Although it seems counterintuitive to ultrasonographically examine an organ such as the lung that is filled with air, this procedure is diagnostically valuable and more sensitive than chest radiography for detecting disease in the periphery of the lungs. Ultrasound equipment is continuously improving and becoming more affordable. The technique for imaging the lungs is summarized (Box 48-1; Figure 48-1). Caution should be used to avoid overinterpretation of ultrasonography findings. For example, on the right side of the chest in healthy horses, fat commonly deflects the lung interface away from the parietal pleura ventral and caudal to the heart; this should not be interpreted as a sign of pneumonia.

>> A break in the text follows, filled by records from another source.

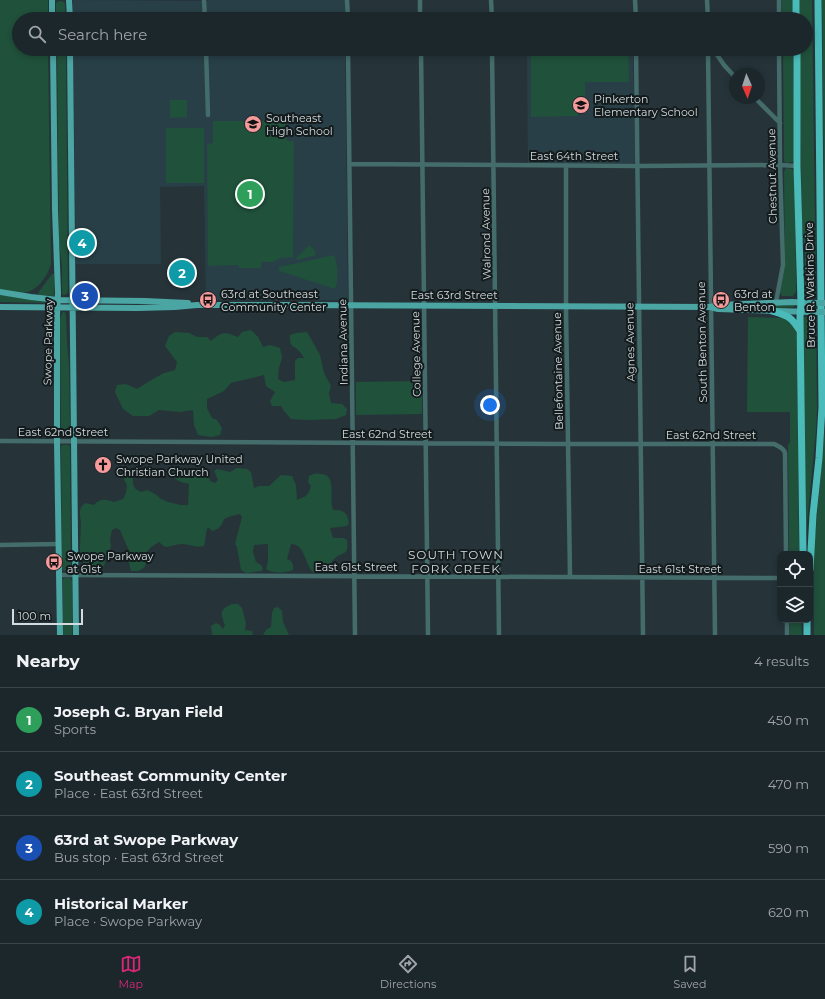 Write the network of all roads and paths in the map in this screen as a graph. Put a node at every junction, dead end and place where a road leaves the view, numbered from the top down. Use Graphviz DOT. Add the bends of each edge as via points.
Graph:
graph roads {
  1 [pos="52,0"];
  2 [pos="69,0"];
  3 [pos="204,0"];
  4 [pos="348,0"];
  5 [pos="420,0"];
  6 [pos="491,0"];
  7 [pos="636,0"];
  8 [pos="707,0"];
  9 [pos="778,0"];
  10 [pos="796,0"];
  11 [pos="818,0"];
  12 [pos="52,12"];
  13 [pos="70,12"];
  14 [pos="205,12"];
  15 [pos="348,12"];
  16 [pos="420,12"];
  17 [pos="492,12"];
  18 [pos="636,12"];
  19 [pos="708,12"];
  20 [pos="779,12"];
  21 [pos="796,12"];
  22 [pos="53,56"];
  23 [pos="70,56"];
  24 [pos="206,56"];
  25 [pos="348,56"];
  26 [pos="420,56"];
  27 [pos="492,56"];
  28 [pos="636,56"];
  29 [pos="708,56"];
  30 [pos="718,56"];
  31 [pos="779,56"];
  32 [pos="797,56"];
  33 [pos="729,70"];
  34 [pos="761,104"];
  35 [pos="208,115"];
  36 [pos="780,123"];
  37 [pos="350,164"];
  38 [pos="422,164"];
  39 [pos="494,165"];
  40 [pos="566,165"];
  41 [pos="709,165"];
  42 [pos="780,165"];
  43 [pos="638,166"];
  44 [pos="797,166"];
  45 [pos="0,292"];
  46 [pos="58,300"];
  47 [pos="776,302"];
  48 [pos="801,303"];
  49 [pos="825,303"];
  50 [pos="73,304"];
  51 [pos="352,305"];
  52 [pos="424,305"];
  53 [pos="496,306"];
  54 [pos="566,306"];
  55 [pos="639,306"];
  56 [pos="710,306"];
  57 [pos="0,307"];
  58 [pos="57,307"];
  59 [pos="772,311"];
  60 [pos="800,312"];
  61 [pos="825,312"];
  62 [pos="800,332"];
  63 [pos="0,441"];
  64 [pos="57,441"];
  65 [pos="74,441"];
  66 [pos="353,442"];
  67 [pos="426,443"];
  68 [pos="497,444"];
  69 [pos="568,444"];
  70 [pos="641,444"];
  71 [pos="712,444"];
  72 [pos="59,544"];
  73 [pos="0,545"];
  74 [pos="786,551"];
  75 [pos="803,551"];
  76 [pos="811,551"];
  77 [pos="59,575"];
  78 [pos="76,575"];
  79 [pos="355,576"];
  80 [pos="427,576"];
  81 [pos="499,576"];
  82 [pos="570,577"];
  83 [pos="643,577"];
  84 [pos="714,578"];
  85 [pos="777,578"];
  86 [pos="787,623"];
  87 [pos="807,623"];
  88 [pos="60,635"];
  89 [pos="76,635"];
  90 [pos="355,635"];
  91 [pos="428,635"];
  92 [pos="499,635"];
  93 [pos="643,635"];
  94 [pos="715,635"];
  95 [pos="787,635"];
  96 [pos="807,635"];
  1 -- 12 [label="main road"];
  2 -- 13 [label="main road"];
  3 -- 14 [label="street"];
  4 -- 15 [label="street"];
  5 -- 16 [label="street"];
  6 -- 17 [label="street"];
  7 -- 18 [label="street"];
  8 -- 19 [label="street"];
  9 -- 20 [label="street"];
  10 -- 21 [label="highway"];
  11 -- 76 [label="highway, Bruce R. Watkins Drive" via="822,407"];
  22 -- 46 [label="main road, Swope Parkway"];
  23 -- 50 [label="main road"];
  24 -- 35 [label="street"];
  25 -- 37 [label="street, Indiana Avenue"];
  26 -- 38 [label="street, College Avenue"];
  27 -- 39 [label="street, Walrond Avenue"];
  28 -- 43 [label="street, Agnes Avenue"];
  29 -- 41 [label="street, South Benton Avenue"];
  30 -- 33 [label="street"];
  31 -- 36 [label="street, Chestnut Avenue"];
  32 -- 44 [label="highway"];
  34 -- 36 [label="street"];
  36 -- 42 [label="street, Chestnut Avenue"];
  37 -- 38 [label="street, East 64th Street"];
  37 -- 51 [label="street, Indiana Avenue"];
  38 -- 39 [label="street, East 64th Street"];
  38 -- 52 [label="street, College Avenue"];
  39 -- 40 [label="street, East 64th Street"];
  39 -- 53 [label="street, Walrond Avenue"];
  40 -- 43 [label="street, East 64th Street"];
  40 -- 54 [label="street, Bellefontaine Avenue"];
  41 -- 42 [label="street, East 64th Street"];
  41 -- 43 [label="street, East 64th Street"];
  41 -- 56 [label="street, South Benton Avenue"];
  42 -- 44 [label="street, East 64th Street"];
  42 -- 47 [label="street, Chestnut Avenue" via="783,265"];
  43 -- 55 [label="street, Agnes Avenue"];
  44 -- 48 [label="highway"];
  45 -- 46 [label="main road, East 63rd Street"];
  46 -- 50 [label="main road, East 63rd Street"];
  46 -- 58 [label="main road, Swope Parkway"];
  47 -- 48 [label="main road, East 63rd Street"];
  47 -- 56 [label="main road, East 63rd Street"];
  48 -- 49 [label="main road, East 63rd Street, bridge"];
  48 -- 60 [label="highway"];
  50 -- 51 [label="main road, East 63rd Street" via="145,308 197,305"];
  50 -- 58 [label="main road, East 63rd Street"];
  50 -- 65 [label="main road"];
  51 -- 52 [label="main road, East 63rd Street"];
  51 -- 66 [label="street, Indiana Avenue"];
  52 -- 53 [label="main road, East 63rd Street"];
  52 -- 67 [label="street, College Avenue"];
  53 -- 54 [label="main road, East 63rd Street"];
  53 -- 68 [label="street, Walrond Avenue"];
  54 -- 55 [label="main road, East 63rd Street"];
  54 -- 69 [label="street, Bellefontaine Avenue"];
  55 -- 56 [label="main road, East 63rd Street"];
  55 -- 70 [label="street, Agnes Avenue"];
  56 -- 59 [label="main road, East 63rd Street" via="718,309"];
  56 -- 71 [label="street, South Benton Avenue"];
  57 -- 58 [label="main road, East 63rd Street"];
  58 -- 64 [label="main road, Swope Parkway"];
  59 -- 60 [label="main road, East 63rd Street"];
  59 -- 62 [label="highway" via="792,320"];
  60 -- 61 [label="main road, East 63rd Street, bridge"];
  60 -- 62 [label="highway"];
  62 -- 75 [label="highway"];
  63 -- 64 [label="street, East 62nd Street"];
  64 -- 65 [label="street, East 62nd Street"];
  64 -- 72 [label="main road, Swope Parkway"];
  65 -- 66 [label="street, East 62nd Street"];
  65 -- 78 [label="main road"];
  66 -- 67 [label="street, East 62nd Street"];
  66 -- 79 [label="street, Indiana Avenue"];
  67 -- 68 [label="street, East 62nd Street"];
  67 -- 80 [label="street, College Avenue"];
  68 -- 69 [label="street, East 62nd Street"];
  68 -- 81 [label="street, Walrond Avenue"];
  69 -- 70 [label="street, East 62nd Street"];
  69 -- 82 [label="street, Bellefontaine Avenue"];
  70 -- 71 [label="street, East 62nd Street"];
  70 -- 83 [label="street, Agnes Avenue"];
  71 -- 74 [label="street, East 62nd Street" via="774,444 782,448 785,453"];
  71 -- 84 [label="street, South Benton Avenue"];
  72 -- 73 [label="street"];
  72 -- 77 [label="main road, Swope Parkway"];
  77 -- 78 [label="street, East 61st Street"];
  77 -- 88 [label="main road, Swope Parkway"];
  78 -- 79 [label="street, East 61st Street"];
  78 -- 89 [label="main road"];
  79 -- 80 [label="street, East 61st Street"];
  79 -- 90 [label="street, Indiana Avenue"];
  80 -- 81 [label="street, East 61st Street"];
  80 -- 91 [label="street, College Avenue"];
  81 -- 82 [label="street, East 61st Street"];
  81 -- 92 [label="street, Walrond Avenue"];
  82 -- 83 [label="street, East 61st Street"];
  83 -- 84 [label="street, East 61st Street"];
  83 -- 93 [label="street, Agnes Avenue"];
  84 -- 85 [label="street, East 61st Street"];
  84 -- 94 [label="street, South Benton Avenue"];
  86 -- 95 [label="street"];
  87 -- 96 [label="highway"];
}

Ultrasonography is ideal for detection and follow-up of horses with pleuropneumonia because of its sensitivity in detecting free fluid and its utility in monitoring development of the chronic cystlike cranial thoracic masses sometimes observed in these cases. In addition, in pneumonia and pleuropneumonia, lung ultrasonography can suggest the presence of anaerobic infection by revealing hyperechoic gas. Ultrasonography can also sensitively detect pneumonia when there is atelectasis or lung consolidation in the lung periphery. In some cases, these abnormalities involve a large area of lung, whereas in others, it is only the presence of superficial craters, comet-tail artifacts (see Figure 48-1), or superficial lung consolidation that indicates lung pathology. Such abnormalities may also occur in horses with influenza. Thoracic ultrasonography can also reveal nonspecific abnormalities like pleural roughening and comet-tail artifacts even with deeper abscesses. Thoracic ultrasonography in M mode can be more sensitive than radiography for detection of pneumothorax. The “seashore and stratosphere” appearance of the interface between free air and collapsed lung is highly sensitive and also enables determination of whether the pneumothorax is in the right or left hemithorax. In racehorses, detection of the comet-tail artifacts is a highly sensitive, but not specific, indicator of EIPH. Neoplasia can be associated with pleural effusion but also with ultrasonographically visible irregularities on the pleural surfaces, for example, in disseminated hemangiosarcoma or granular lung cell tumors. In horses with multinodular pulmonary fibrosis and generalized granulomatous disease, thoracic ultrasound examination will also show nonspecific abnormalities such as hyperechoic nodular lesions on the lung surface. Thoracic ultrasonography also enables specific diagnoses, such as diaphragmatic hernia with small intestine and fluid in the chest cavity; however, in the author’s experience, it is more common to simply find an area of collapsed lung without observing intestinal structures.
Because of horses’ large size, lung radiography is challenging to both perform and interpret. The distance between horse body surface and screen augments magnification and geometric distortion while dramatically decreasing image resolution. Furthermore, digital radiography systems usually use smaller screens that are not adequately sized for equine thoracic radiography. Orthogonal (dorsoventral) views are not feasible in adult horses, so views should be taken from both the right and the left sides to aid in determining the sagittal plane of a lesion (Box 48-2). Age, size, and respiratory phase should be taken into consideration in interpretation of equine lung radiographs because they affect the radiographic appearance of the lungs.